Texto publicado no jornal Público a 15 de Março de 2011
Crónica 11/2011
Aquilo que começou como um movimento de trabalhadores precários começa a parecer-se com um Tea Party
As manifestações de sábado foram enormes. Muito maiores do que se esperava – atendendo à fragilidade dos meios dos organizadores e à indefinição dos seus objectivos. Mas mostraram o descontentamento das pessoas com a situação económica, com o desempenho do Governo, com os políticos em geral, com a precariedade do emprego, com a falta de perspectivas. O descontentamento das pessoas em geral e não apenas dos jovens. Se a manifestação mostrou que é possível pôr centenas de milhares na rua usando uma página da Facebook, também mostrou que o descontentamento excede a camada jovem com empregos precários e abrange toda a população. Os jovens não estão mais à rasca que os outros. O seu desespero pode ser mais chocante, mas de facto eles não estão mais à rasca que os dois milhões de pensionistas a quem o Governo acaba de congelar as pensões. Nem que os dez milhões que viram os seus impostos agravados, os seus salários encolhidos, os apoios sociais reduzidos, as isenções fiscais reduzidas. Nem que os inquilinos que vão ver as suas rendas aumentadas, que os desempregados que vão ver os seus subsídios encurtados, que os doentes que vão ter de pagar mais pelos medicamentos, que os deficientes que vão ver os seus apoios desaparecer, que os empregados que acabarão no desemprego.
A manifestação também mostrou que, se está toda a gente descontente, ninguém faz a mínima ideia do que fazer com esse descontentamento. Dispensar os políticos foi uma das ideias que pareceu ter mais adesão, mas ninguém tem grandes dúvidas de que a ideia é insuficiente como estratégia de organização social ou como segredo de geração de bem-estar. E por muito que se grite contra a precariedade todos sabem que ela não acaba por decreto. A pergunta que todos fizeram e ainda fazem – incluindo os organizadores da manifestação - foi o conhecido “O que farei com estes manifestantes?” que vem dar voz à mesma angústia com que Manuel Alegre primeiro e Fernando Nobre depois perguntaram “O que farei com estes votos?”. Há uma resposta honesta: ninguém faz a mínima ideia. Por um lado, ninguém sabe se há algo de comum naquilo que toda esta gente quer. Depois, ninguém sabe se o que a maior parte desta gente quer é uma política possível ou apenas uma fantasia. Finalmente, ninguém sabe se o desagrado com a situação é um sentimento mobilizador ou um arrufo que se desvanecerá nas próximas eleições.

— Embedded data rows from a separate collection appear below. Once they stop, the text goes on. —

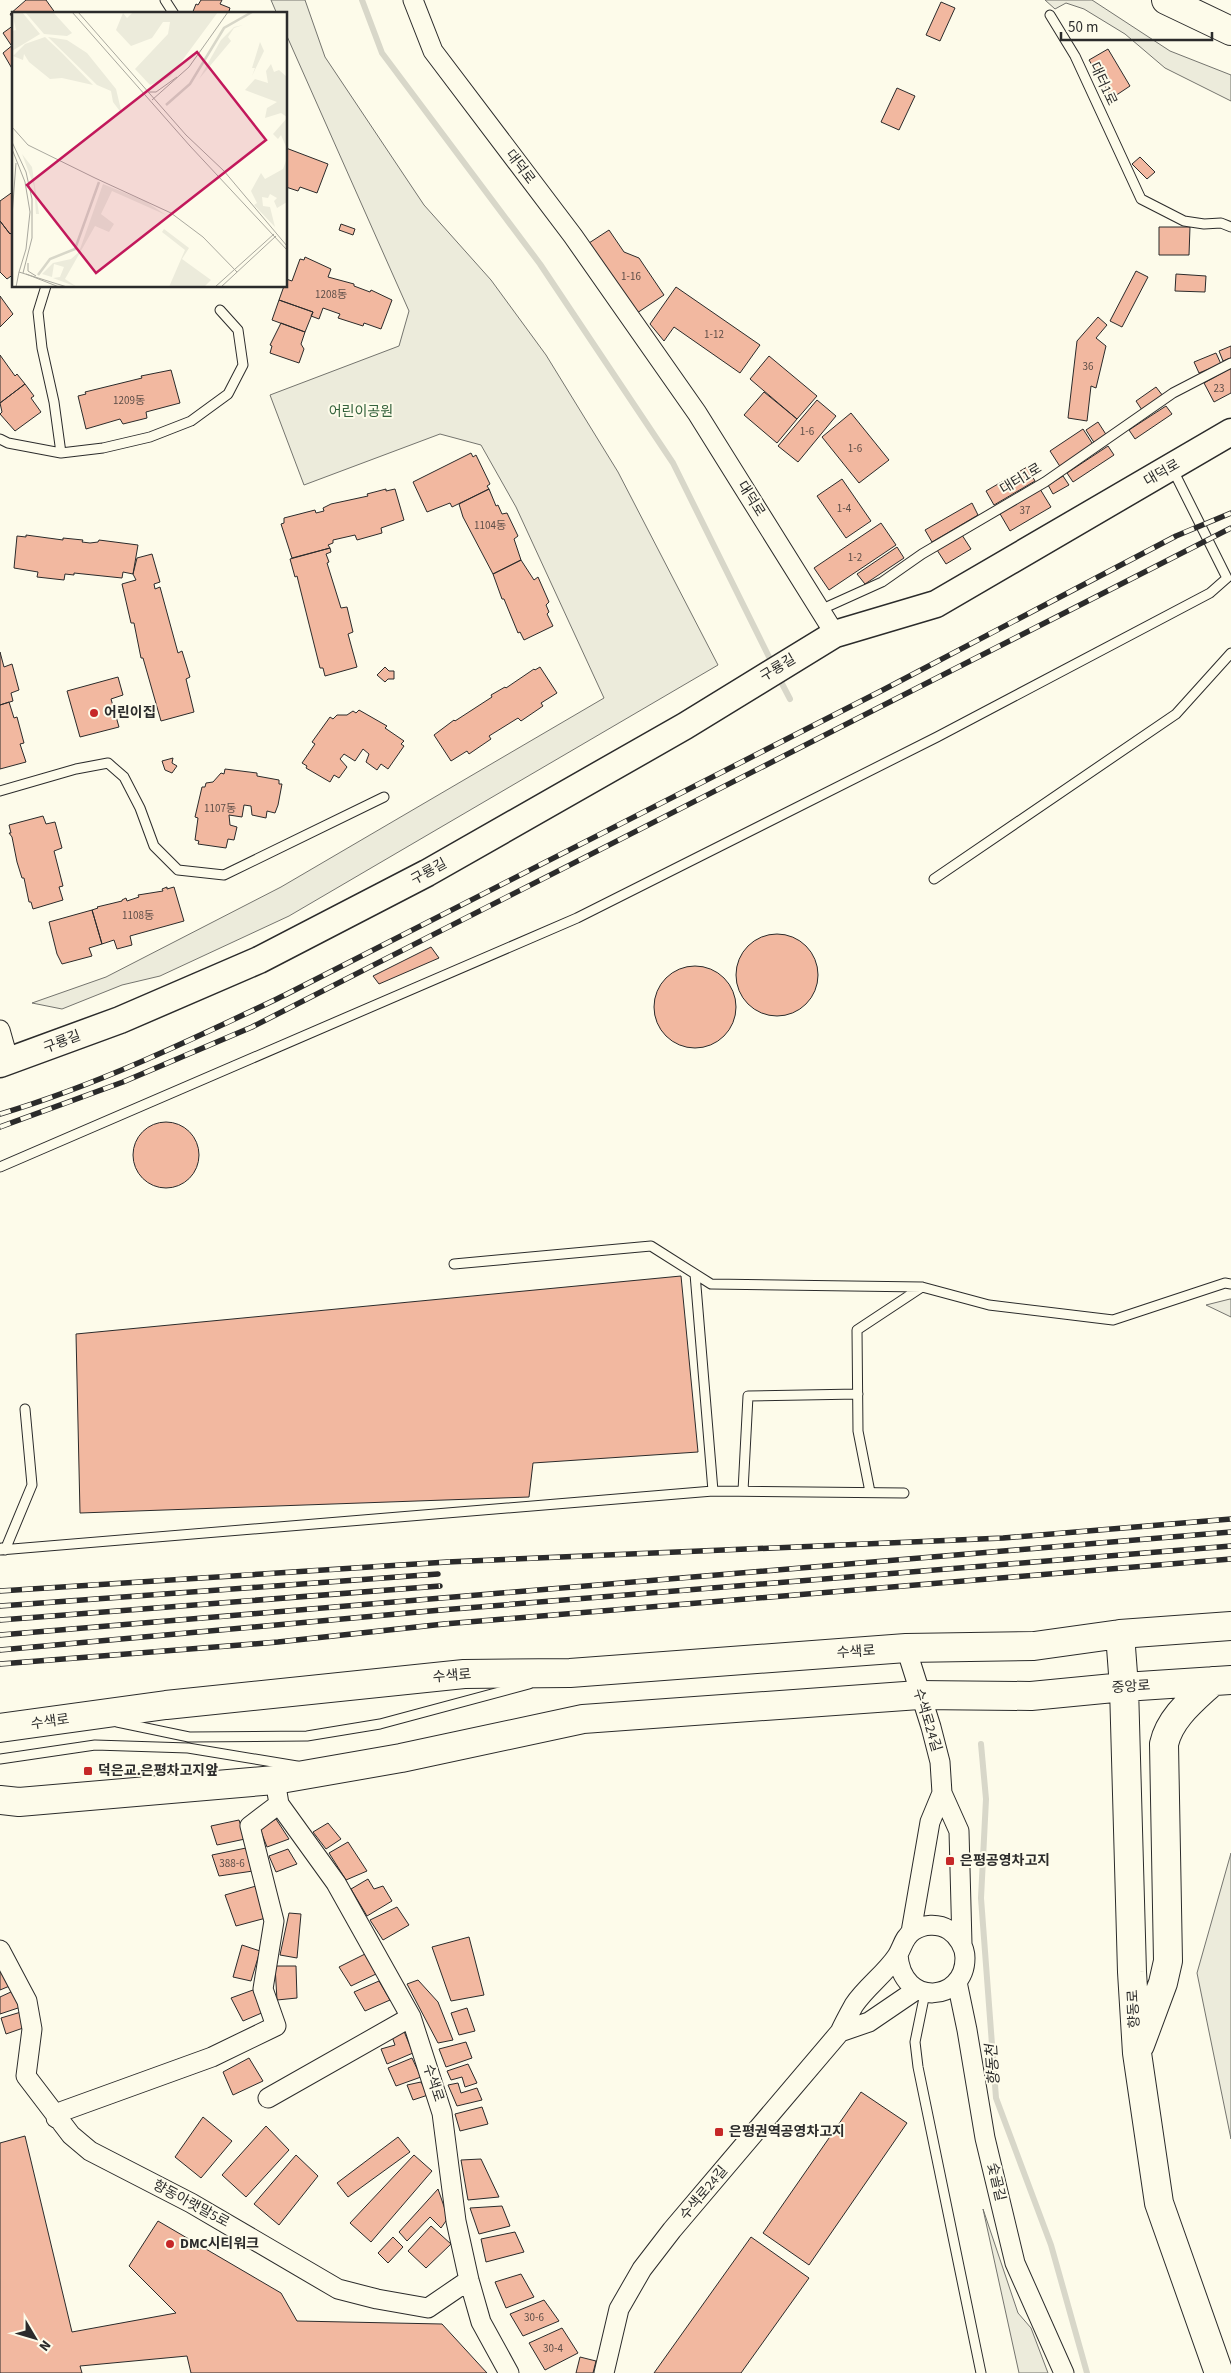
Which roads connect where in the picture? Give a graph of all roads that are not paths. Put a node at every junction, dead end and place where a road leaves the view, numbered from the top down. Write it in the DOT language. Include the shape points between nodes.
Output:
graph roads {
  1 [pos="165,0"];
  2 [pos="413,0"];
  3 [pos="1166,0"];
  4 [pos="173,12"];
  5 [pos="1050,14"];
  6 [pos="1231,31"];
  7 [pos="1226,222"];
  8 [pos="1231,227"];
  9 [pos="45,288"];
  10 [pos="220,310"];
  11 [pos="1231,363"];
  12 [pos="1231,432"];
  13 [pos="0,439"];
  14 [pos="61,453"];
  15 [pos="1172,468"];
  16 [pos="1229,580"];
  17 [pos="820,610"];
  18 [pos="828,638"];
  19 [pos="1231,653"];
  20 [pos="0,791"];
  21 [pos="384,796"];
  22 [pos="934,878"];
  23 [pos="0,1030"];
  24 [pos="4,1063"];
  25 [pos="0,1167"];
  26 [pos="454,1264"];
  27 [pos="695,1274"];
  28 [pos="1231,1284"];
  29 [pos="922,1286"];
  30 [pos="858,1394"];
  31 [pos="25,1409"];
  32 [pos="713,1491"];
  33 [pos="743,1491"];
  34 [pos="870,1492"];
  35 [pos="904,1492"];
  36 [pos="2,1549"];
  37 [pos="1231,1626"];
  38 [pos="1120,1634"];
  39 [pos="906,1648"];
  40 [pos="570,1673"];
  41 [pos="1222,1681"];
  42 [pos="1124,1687"];
  43 [pos="919,1695"];
  44 [pos="89,1716"];
  45 [pos="0,1728"];
  46 [pos="0,1759"];
  47 [pos="327,1771"];
  48 [pos="277,1792"];
  49 [pos="942,1793"];
  50 [pos="0,1800"];
  51 [pos="911,1932"];
  52 [pos="962,1944"];
  53 [pos="0,1950"];
  54 [pos="898,1955"];
  55 [pos="957,1982"];
  56 [pos="921,1991"];
  57 [pos="411,2017"];
  58 [pos="840,2032"];
  59 [pos="1137,2053"];
  60 [pos="268,2098"];
  61 [pos="56,2118"];
  62 [pos="469,2280"];
  63 [pos="509,2373"];
  64 [pos="604,2373"];
  65 [pos="981,2373"];
  66 [pos="1064,2373"];
  67 [pos="1219,2373"];
  1 -- 4 [label="lane"];
  2 -- 17 [label="street, 대덕로" via="433,51 573,236 698,413"];
  3 -- 6 [label="main road"];
  5 -- 7 [label="lane, 대터1로" via="1075,56 1141,199 1184,221 1204,224"];
  7 -- 8 [label="lane, 대터1로"];
  9 -- 14 [label="lane" via="38,312"];
  10 -- 14 [label="lane" via="238,330 243,365 228,394 191,421 150,437 103,448"];
  11 -- 17 [label="lane, 대터1로" via="1173,393 1044,482 922,554 882,582"];
  12 -- 15 [label="main road, 대덕로"];
  13 -- 14 [label="lane"];
  15 -- 16 [label="lane"];
  15 -- 18 [label="main road, 대덕로" via="936,604"];
  16 -- 25 [label="lane" via="946,732 577,918"];
  17 -- 18 [label="street, 대덕로"];
  18 -- 24 [label="main road, 구룡길" via="685,726 427,873 259,960 120,1020"];
  19 -- 22 [label="lane" via="1176,714"];
  20 -- 21 [label="lane" via="108,763 124,777 154,846 178,870 224,875"];
  23 -- 24 [label="street"];
  26 -- 27 [label="lane" via="651,1246"];
  27 -- 29 [label="lane" via="711,1284"];
  27 -- 32 [label="lane"];
  28 -- 29 [label="lane" via="1225,1283 1112,1320 989,1305"];
  29 -- 30 [label="lane" via="857,1330"];
  30 -- 33 [label="lane" via="748,1396"];
  30 -- 34 [label="lane" via="858,1431"];
  31 -- 36 [label="lane" via="32,1485"];
  32 -- 33 [label="lane"];
  32 -- 36 [label="lane"];
  33 -- 34 [label="lane"];
  34 -- 35 [label="lane"];
  37 -- 38 [label="main road"];
  38 -- 39 [label="main road" via="1034,1646"];
  38 -- 42 [label="main road, 향동로"];
  39 -- 40 [label="main road, 수색로"];
  39 -- 43 [label="street, 수색로24길"];
  40 -- 44 [label="main road, 수색로" via="464,1674"];
  40 -- 44 [label="lane" via="380,1724 307,1736 189,1737"];
  41 -- 42 [label="main road, 중앙로"];
  41 -- 59 [label="main road" via="1187,1704 1166,1735 1168,1961"];
  42 -- 43 [label="main road, 중앙로" via="1031,1696"];
  42 -- 59 [label="main road, 향동로"];
  43 -- 47 [label="main road" via="583,1719"];
  43 -- 49 [label="street, 수색로24길" via="940,1762"];
  44 -- 45 [label="main road, 수색로"];
  46 -- 47 [label="lane" via="95,1744 188,1748"];
  47 -- 48 [label="main road"];
  48 -- 50 [label="main road" via="19,1802"];
  48 -- 57 [label="street, 수색로" via="336,1884"];
  48 -- 61 [label="street" via="250,1826 274,1921 263,1989 276,2026 212,2057 63,2111"];
  49 -- 51 [label="street, 수색로24길" via="930,1822"];
  49 -- 52 [label="street, 수색로24길" via="959,1832"];
  51 -- 52 [label="street" via="922,1926 934,1925 945,1928"];
  51 -- 54 [label="street, 수색로24길" via="902,1942"];
  52 -- 55 [label="street, 수색로24길" via="966,1957"];
  53 -- 61 [label="street" via="27,2001 32,2029 26,2076"];
  54 -- 56 [label="street" via="899,1969 905,1981"];
  54 -- 58 [label="street, 수색로24길" via="854,2004"];
  55 -- 56 [label="street" via="942,1991"];
  55 -- 66 [label="street, 숯골길" via="985,2138 1015,2263"];
  56 -- 58 [label="street" via="869,2022"];
  56 -- 65 [label="lane" via="915,2042 918,2067"];
  57 -- 60 [label="street"];
  57 -- 62 [label="street, 수색로" via="442,2113 456,2221"];
  58 -- 64 [label="street, 수색로24길" via="642,2269 619,2309"];
  59 -- 67 [label="main road, 향동로" via="1160,2203"];
  61 -- 62 [label="street, 향동아랫말5로" via="90,2151 192,2203 338,2289 428,2308"];
  62 -- 63 [label="street, 수색로" via="481,2322"];
}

A criação de um fórum para recolher ideias “para produzir mudanças” parece uma boa ideia, mas é espantosa a ingenuidade de algumas das ideias (hortas comunitárias? PME?), ao mesmo tempo que outras tresandam a puro fascismo (fim dos políticos e dos partidos?) ou ao neoliberalismo que está na origem da hecatombe financeira actual (fim das empresas públicas? o Estado só serve para sugar os trabalhadores?). Para algo que se apresenta como uma consciência crítica, o movimento revela uma atitude singularmente acrítica em relação ao funcionamento do capital, dos mercados financeiros e das empresas em geral. E a defesa dos trabalhadores aparece mais associada a ataques aos políticos e ao Estado que a críticas aos patrões. Aquilo que começou como um movimento de reivindicação de trabalhadores precários começa a parecer-se com um reaccionário Tea Party.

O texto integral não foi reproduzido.